(ISTANBUL) — Thousands of women took to the streets of Istanbul, Turkey, to mark International Women’s Day Friday despite a ban by the government, demanding equality and change of laws to protect women and help them gain their rights in the country and around the world.

Waving purple flags as a sign of International Women’s Day, they filled the air with slogans and rallying cries despite a ban on rallies by authorities.

“The world would shake if women were free,” “Resist for rebellion, resist for freedom,” and “Woman, Life, Freedom,” they chanted.

While the police had blocked access to the streets leading to the protest location several hours ahead, some women said they figured out their own ways to get there and participate in the protest.

“I have been here in this coffeeshop today at 1 pm to make it here at 7:30 pm,” Irem, 35, told ABC News.

“Women’s rights are basically nonexistent in Turkey right now,” she added.

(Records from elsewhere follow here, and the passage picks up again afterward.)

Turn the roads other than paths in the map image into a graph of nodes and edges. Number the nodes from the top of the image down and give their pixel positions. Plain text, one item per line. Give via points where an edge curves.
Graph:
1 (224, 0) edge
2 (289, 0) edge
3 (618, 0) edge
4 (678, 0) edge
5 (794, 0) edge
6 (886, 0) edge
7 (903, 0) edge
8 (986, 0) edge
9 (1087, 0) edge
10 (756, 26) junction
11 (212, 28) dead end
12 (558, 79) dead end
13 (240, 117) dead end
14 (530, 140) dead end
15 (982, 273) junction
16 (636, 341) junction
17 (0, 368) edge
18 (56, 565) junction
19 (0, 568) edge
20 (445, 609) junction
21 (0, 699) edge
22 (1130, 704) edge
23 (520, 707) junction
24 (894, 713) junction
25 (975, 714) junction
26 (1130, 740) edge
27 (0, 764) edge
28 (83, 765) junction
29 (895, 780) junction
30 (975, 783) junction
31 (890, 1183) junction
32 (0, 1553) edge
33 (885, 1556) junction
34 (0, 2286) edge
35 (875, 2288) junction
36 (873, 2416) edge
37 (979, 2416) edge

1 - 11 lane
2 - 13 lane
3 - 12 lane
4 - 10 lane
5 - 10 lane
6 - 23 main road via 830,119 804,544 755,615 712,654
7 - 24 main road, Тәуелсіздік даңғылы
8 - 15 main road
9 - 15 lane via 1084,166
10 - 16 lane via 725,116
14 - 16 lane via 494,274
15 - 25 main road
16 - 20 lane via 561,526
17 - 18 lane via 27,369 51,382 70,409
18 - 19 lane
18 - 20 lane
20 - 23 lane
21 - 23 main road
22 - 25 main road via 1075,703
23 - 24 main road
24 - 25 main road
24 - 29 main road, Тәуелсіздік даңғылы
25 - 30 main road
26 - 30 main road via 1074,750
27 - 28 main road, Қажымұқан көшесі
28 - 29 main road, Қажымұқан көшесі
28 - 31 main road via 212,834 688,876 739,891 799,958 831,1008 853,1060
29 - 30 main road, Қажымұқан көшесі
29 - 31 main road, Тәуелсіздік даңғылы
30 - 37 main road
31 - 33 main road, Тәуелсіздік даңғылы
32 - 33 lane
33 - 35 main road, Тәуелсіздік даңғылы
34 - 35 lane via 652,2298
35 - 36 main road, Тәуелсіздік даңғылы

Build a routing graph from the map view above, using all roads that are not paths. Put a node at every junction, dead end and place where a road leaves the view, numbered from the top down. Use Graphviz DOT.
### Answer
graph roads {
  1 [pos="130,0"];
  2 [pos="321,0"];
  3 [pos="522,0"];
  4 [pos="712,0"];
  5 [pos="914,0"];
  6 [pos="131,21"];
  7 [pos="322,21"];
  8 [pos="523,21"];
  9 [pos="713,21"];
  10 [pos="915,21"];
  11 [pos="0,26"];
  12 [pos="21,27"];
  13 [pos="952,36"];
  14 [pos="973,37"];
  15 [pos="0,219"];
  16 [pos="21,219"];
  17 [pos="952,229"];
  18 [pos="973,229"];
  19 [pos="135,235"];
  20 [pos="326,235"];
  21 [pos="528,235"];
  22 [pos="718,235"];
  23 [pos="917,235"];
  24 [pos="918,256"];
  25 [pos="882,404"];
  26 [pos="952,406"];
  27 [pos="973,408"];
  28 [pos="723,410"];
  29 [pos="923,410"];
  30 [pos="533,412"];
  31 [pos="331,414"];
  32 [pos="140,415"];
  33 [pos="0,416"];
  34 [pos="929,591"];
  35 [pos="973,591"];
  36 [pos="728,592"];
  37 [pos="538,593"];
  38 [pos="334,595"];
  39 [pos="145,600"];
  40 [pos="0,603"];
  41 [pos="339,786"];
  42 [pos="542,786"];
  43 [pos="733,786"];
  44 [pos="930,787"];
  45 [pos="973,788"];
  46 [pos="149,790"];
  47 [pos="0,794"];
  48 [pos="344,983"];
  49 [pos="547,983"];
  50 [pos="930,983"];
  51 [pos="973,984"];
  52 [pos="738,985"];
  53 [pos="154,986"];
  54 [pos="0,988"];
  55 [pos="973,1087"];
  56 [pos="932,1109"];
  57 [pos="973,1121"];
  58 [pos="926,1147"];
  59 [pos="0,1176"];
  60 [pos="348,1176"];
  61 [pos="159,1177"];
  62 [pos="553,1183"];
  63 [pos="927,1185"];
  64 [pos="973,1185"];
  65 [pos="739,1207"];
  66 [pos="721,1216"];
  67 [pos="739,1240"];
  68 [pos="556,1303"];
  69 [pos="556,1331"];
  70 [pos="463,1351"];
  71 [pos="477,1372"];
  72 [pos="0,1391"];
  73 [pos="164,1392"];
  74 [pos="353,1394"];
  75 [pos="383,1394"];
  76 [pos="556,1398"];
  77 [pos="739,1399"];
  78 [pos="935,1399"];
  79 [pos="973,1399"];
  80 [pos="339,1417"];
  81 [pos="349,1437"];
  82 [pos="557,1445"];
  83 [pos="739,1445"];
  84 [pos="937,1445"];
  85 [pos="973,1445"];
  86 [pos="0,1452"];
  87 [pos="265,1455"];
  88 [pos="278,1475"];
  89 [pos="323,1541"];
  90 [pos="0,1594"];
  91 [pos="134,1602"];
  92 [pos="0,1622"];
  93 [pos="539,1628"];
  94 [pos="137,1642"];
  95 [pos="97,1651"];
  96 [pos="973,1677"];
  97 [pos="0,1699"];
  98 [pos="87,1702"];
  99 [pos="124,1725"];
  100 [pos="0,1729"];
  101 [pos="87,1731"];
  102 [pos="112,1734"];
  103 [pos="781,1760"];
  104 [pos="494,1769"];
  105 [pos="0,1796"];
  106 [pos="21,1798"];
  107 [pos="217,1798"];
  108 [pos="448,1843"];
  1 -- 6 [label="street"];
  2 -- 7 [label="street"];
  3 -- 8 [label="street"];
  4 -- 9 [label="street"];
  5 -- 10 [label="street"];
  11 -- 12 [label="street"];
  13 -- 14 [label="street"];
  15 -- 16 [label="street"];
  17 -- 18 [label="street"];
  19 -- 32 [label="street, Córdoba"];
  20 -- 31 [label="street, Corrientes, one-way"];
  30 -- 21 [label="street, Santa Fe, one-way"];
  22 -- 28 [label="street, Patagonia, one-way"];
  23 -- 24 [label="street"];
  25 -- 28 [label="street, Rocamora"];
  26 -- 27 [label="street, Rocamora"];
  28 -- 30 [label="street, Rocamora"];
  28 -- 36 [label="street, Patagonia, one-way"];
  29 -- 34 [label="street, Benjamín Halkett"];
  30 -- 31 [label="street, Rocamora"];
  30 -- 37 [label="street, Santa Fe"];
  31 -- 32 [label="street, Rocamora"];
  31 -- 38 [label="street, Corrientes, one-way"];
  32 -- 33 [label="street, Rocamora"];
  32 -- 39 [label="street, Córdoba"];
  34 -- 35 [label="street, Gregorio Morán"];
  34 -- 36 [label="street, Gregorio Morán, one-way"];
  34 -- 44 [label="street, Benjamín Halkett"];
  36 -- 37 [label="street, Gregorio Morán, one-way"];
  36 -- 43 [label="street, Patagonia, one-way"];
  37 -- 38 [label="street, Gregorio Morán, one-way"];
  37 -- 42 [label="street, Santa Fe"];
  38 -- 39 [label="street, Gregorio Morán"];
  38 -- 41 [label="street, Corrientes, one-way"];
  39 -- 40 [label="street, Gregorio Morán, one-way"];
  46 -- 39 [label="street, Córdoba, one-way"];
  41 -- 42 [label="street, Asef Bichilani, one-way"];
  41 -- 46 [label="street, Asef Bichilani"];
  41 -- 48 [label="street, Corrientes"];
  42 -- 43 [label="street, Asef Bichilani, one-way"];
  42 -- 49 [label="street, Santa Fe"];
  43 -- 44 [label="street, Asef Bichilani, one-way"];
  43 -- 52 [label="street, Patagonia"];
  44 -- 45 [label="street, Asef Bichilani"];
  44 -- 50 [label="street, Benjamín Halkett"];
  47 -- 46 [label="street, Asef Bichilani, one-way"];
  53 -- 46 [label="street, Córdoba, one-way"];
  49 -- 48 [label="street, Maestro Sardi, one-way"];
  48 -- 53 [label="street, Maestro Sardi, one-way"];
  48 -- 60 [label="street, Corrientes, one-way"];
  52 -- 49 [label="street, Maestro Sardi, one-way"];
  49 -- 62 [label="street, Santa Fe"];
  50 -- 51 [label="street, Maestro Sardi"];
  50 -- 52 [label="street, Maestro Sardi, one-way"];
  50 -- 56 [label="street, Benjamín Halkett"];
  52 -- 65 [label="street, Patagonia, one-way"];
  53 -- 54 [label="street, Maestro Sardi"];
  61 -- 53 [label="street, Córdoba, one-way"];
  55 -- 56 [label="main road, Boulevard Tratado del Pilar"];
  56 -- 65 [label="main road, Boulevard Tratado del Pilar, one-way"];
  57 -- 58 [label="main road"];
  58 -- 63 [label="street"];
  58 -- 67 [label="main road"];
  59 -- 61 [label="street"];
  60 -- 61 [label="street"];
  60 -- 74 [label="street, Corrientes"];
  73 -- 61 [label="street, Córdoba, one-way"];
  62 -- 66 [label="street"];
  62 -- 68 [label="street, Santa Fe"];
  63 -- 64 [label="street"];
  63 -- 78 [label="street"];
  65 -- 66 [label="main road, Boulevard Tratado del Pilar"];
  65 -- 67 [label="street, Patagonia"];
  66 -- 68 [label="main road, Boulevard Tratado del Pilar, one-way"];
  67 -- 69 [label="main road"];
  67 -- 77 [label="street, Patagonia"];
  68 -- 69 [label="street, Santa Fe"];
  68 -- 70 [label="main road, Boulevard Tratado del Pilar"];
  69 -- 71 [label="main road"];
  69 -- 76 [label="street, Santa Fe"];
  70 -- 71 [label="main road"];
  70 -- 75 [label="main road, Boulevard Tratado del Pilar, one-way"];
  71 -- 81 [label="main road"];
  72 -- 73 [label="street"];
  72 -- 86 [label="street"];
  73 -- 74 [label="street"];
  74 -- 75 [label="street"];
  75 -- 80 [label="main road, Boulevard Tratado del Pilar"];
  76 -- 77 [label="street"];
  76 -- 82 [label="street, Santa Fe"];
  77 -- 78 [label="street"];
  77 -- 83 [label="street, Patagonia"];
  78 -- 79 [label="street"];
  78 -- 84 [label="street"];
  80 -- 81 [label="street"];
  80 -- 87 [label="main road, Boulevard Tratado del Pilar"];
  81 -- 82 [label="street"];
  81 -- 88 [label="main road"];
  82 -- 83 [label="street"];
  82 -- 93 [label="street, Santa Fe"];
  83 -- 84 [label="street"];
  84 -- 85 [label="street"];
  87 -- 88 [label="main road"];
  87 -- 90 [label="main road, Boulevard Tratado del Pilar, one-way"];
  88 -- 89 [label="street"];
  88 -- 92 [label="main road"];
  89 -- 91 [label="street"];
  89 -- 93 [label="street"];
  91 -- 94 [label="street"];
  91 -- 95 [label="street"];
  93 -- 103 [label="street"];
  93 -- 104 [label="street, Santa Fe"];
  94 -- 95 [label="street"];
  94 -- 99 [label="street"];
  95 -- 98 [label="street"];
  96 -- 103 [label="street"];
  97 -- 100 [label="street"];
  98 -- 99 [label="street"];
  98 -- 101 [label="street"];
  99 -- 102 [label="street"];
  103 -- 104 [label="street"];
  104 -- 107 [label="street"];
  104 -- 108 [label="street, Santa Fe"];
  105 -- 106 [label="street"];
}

Turkey was the first country to join the Istanbul Convention in March 2012 which aims at preventing gender-based violence by setting legally binding standards to protect victims and punish perpetrators. However, 9 years later, in 2021, Turkey became the first and only country that left the convention in a decision made by President Recep Tayyip Erdoğan’s Islamic leaning government who believed the treaty eroded their conservative values.

Irem said the Turkish government has been backsliding in terms of women’s rights and mentioned the rising number of femicide cases across Turkey over the past 10 to15 years.

According to We Will Stop Femicide, a prominent activist group in Turkey, 338 women have been murdered since March 2023, and 248 died under suspicious circumstances.

The campaign added that 212 of these women were killed at home, 134 of them by their husbands, 47 by their boyfriends, and 36 by their ex-husbands. Two of the victims did not know their murderers at all, according to the group.

Protestors called for more unity among women and for finding ways to get out of the situation and make things better for women and members of minority groups such as the LGBTOAI community.

Yagmour, a young protestor wearing an all-purple outfit and makeup, said she has attended the 8th of March protests in different cities of Turkey over the years. Despite her disappointment with the government’s policies, she said she keeps up her hopes in women’s power from around the world to pay attention to each other and also to the situation in Turkey.

“As women, it is important that we all stay together, no matter what nationality,” she told ABC News.